As propostas que eu tenho feito, os estudos que eu tenho desenvolvido, me colocam à esquerda. Mas uma esquerda para valer, não é uma esquerda que fica dando dinheiro para rico. Mas não é uma esquerda radical, eu não me considero um Piketty, eu não acredito em imposto de renda de 70%. Acho que isso não funciona na prática, acho que nem é certo porque desestimula muito e é pouco viável na prática. Mas você ter aqui mecanismos que permitem a uma pessoa que ganha até R$ 4,8 milhões por ano, R$ 400 mil por mês, pagar 5% [de imposto] é uma desfaçatez completa.
Então a gente tem que acabar com isso. É difícil entrar em um debate mais profundo sobre política pública, política social, enquanto se convive com essas aberrações.
Quando o senhor fala de prioridade para combater a desigualdade, que medidas o senhor defenderia que deviam estar na nossa prioridade?
Seria o básico: educação pública de qualidade com alguma administração privada inclusive, pode ser. Saúde pública de qualidade, transporte público de qualidade, políticas urbanas de qualidade. Isso é um oceano de oportunidades para se investir, crescer mais e ser menos desigual. Esse é o jogo. Da onde vem o dinheiro? Essa é outra pergunta. Tudo bem, você tá falando aí, só está somando.
Eu estudei o assunto, muitos estudaram também, mas cheguei a uma conclusão que me surpreendeu, embora eu me considere um estudioso nos grandes temas da economia, em geral é uma das poucas vantagens de se ter 62 anos de idade. Há três grandes blocos de gasto que precisam ser revistos. Um deles é esse dos subsídios indevidos, tem a ver com desonerações, vantagens tributárias indevidas, e outros. Seria um terço do espaço para arrumar dinheiro para investir no social.
O segundo bloco é a Previdência. O governo fez uma reforma, uma boa reforma, acho que dá para dobrar o resultado numa próxima reforma que deveria ocorrer nos próximos cinco a dez anos. Um excelente avanço, a reforma em si do ponto de vista social é ok, mas ela geraria recurso para fazer muita coisa boa no social do outro lado, se ela fosse um pouco maior.
Então vamos lá: um bloco é essa coisa ali do patrimonialismo, um segundo bloco é a Previdência e o terceiro seria uma reforma do Estado. Aí teria um objetivo duplo: primeiro o de fazer o Estado funcionar melhor. Primeiro teria que ter um Estado onde as pessoas sejam avaliadas, e onde isso tenha peso.
É algo parecido com a reforma administrativa do governo?

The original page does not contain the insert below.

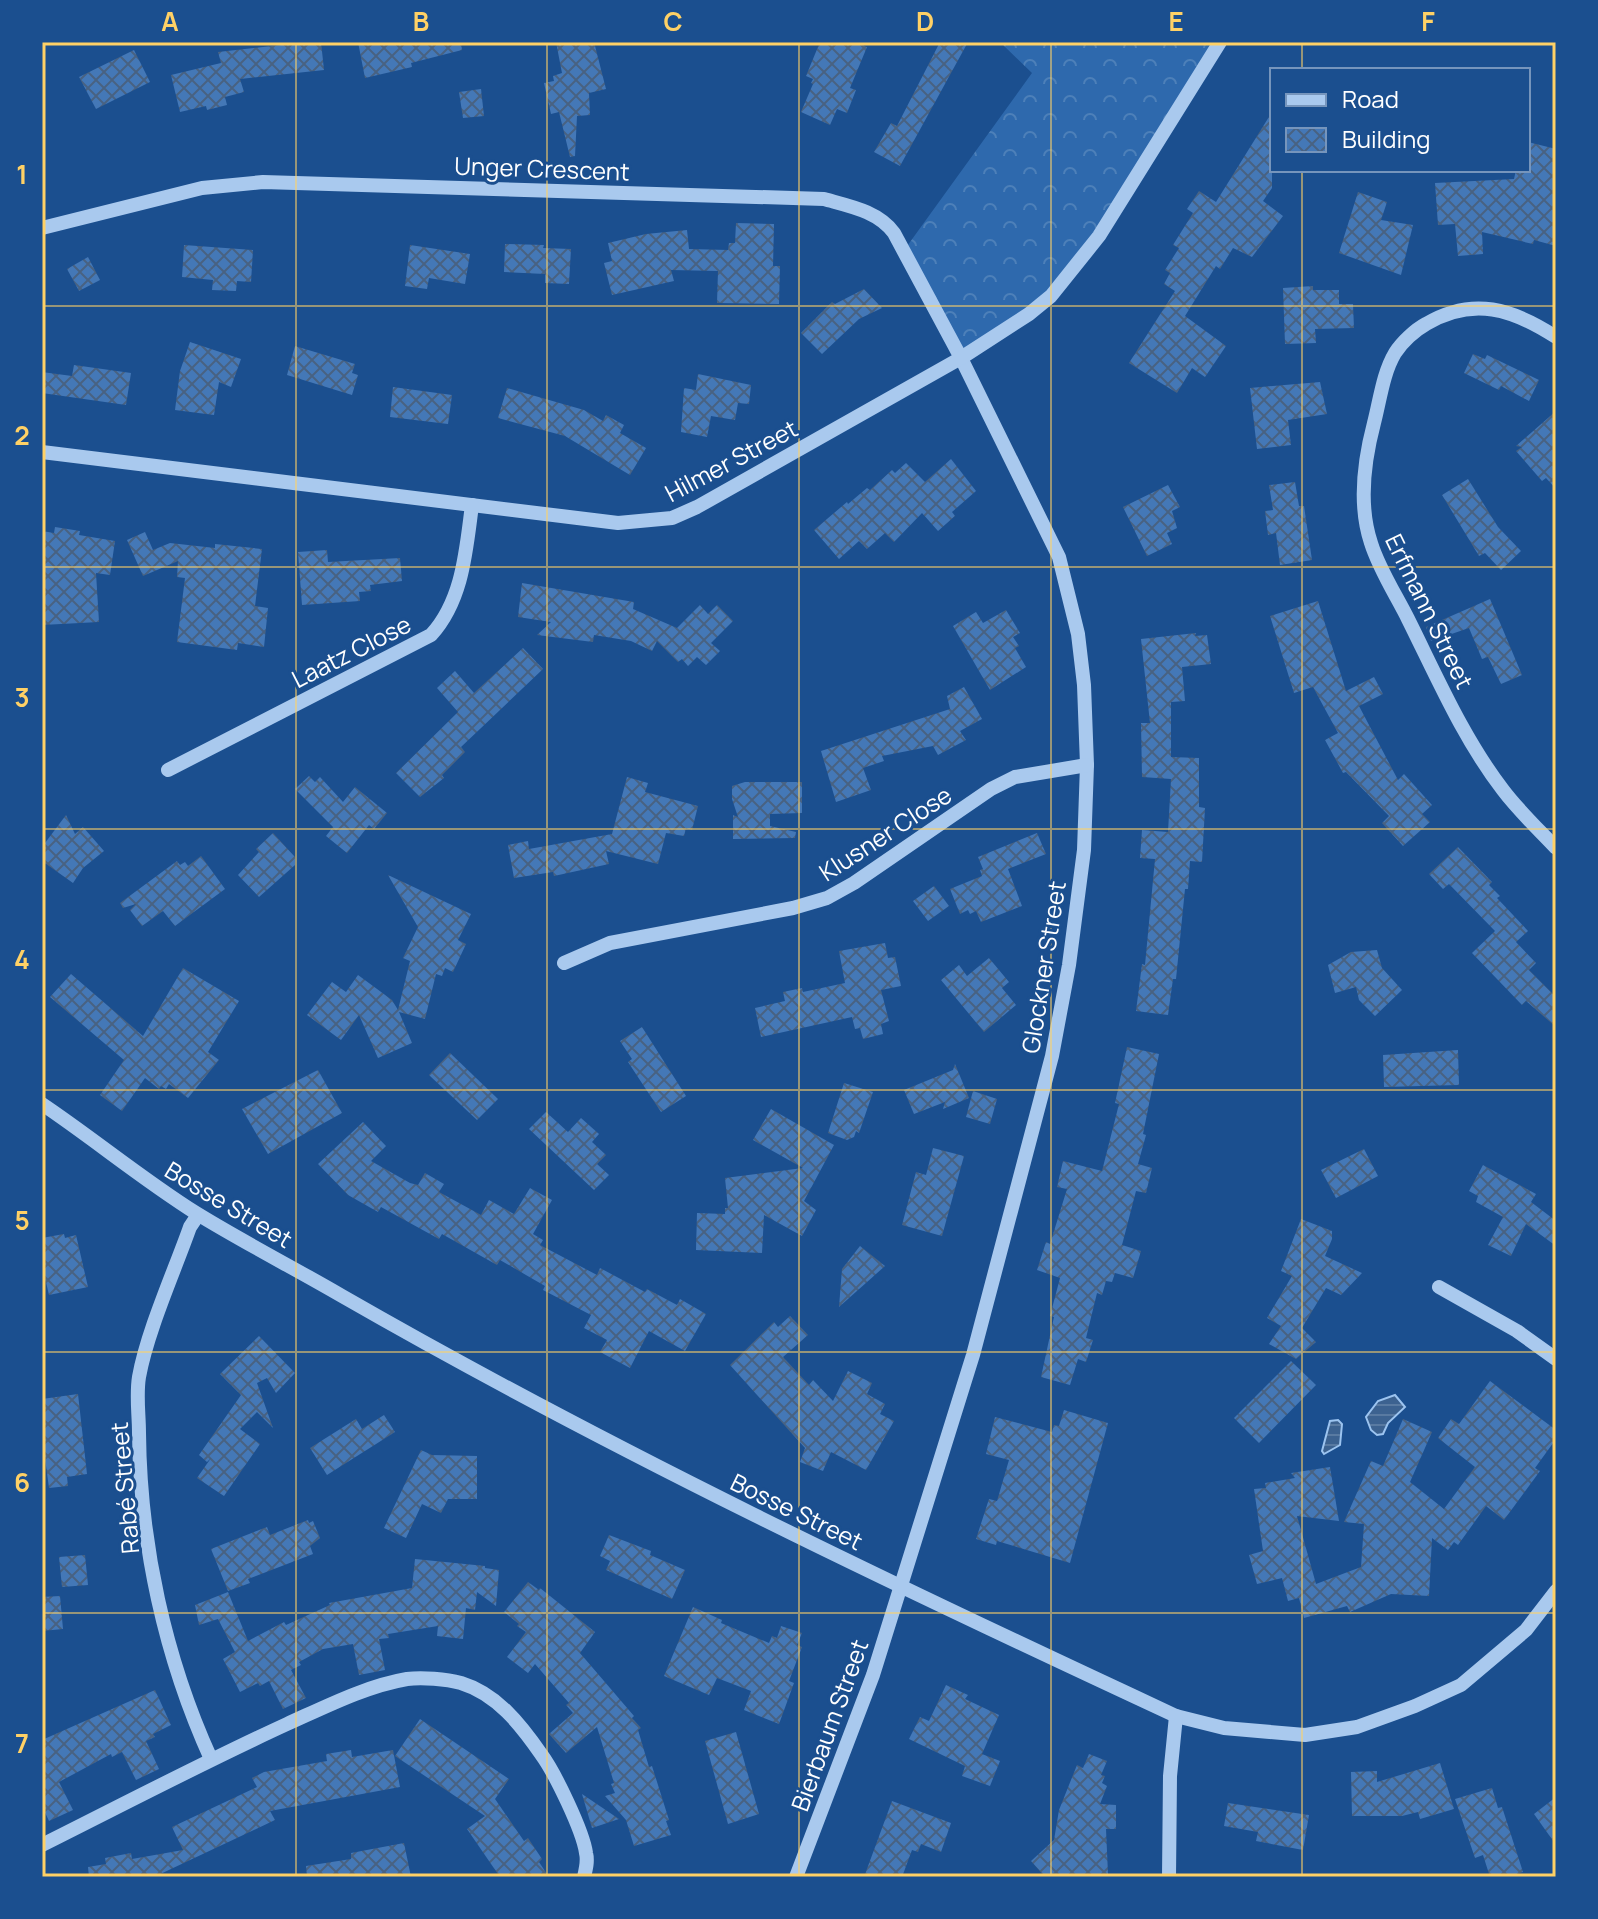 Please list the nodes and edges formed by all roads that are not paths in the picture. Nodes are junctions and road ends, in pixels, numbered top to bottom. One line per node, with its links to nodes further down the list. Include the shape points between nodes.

É a reforma administrativa. Mas eu estou focando em uma coisa mais simples que eu, imagino, vai fazer parte dessa reforma que o governo está desenvolvendo, eu só sei do que eu leio pelo jornal, tem muita coisa, vamos ver o que o governo vai apresentar. Eu tenho focado, com colegas, em aspectos mais básicos que são: avaliar o funcionalismo público, de uma forma justa, onde não haja espaço para favoritismo, de uma forma que o Estado funcione melhor. Então as pessoas, para serem promovidas, vão ter que ter um histórico de RH e vão ser promovidas pela sua competência, pela responsabilidade que assumem, etc.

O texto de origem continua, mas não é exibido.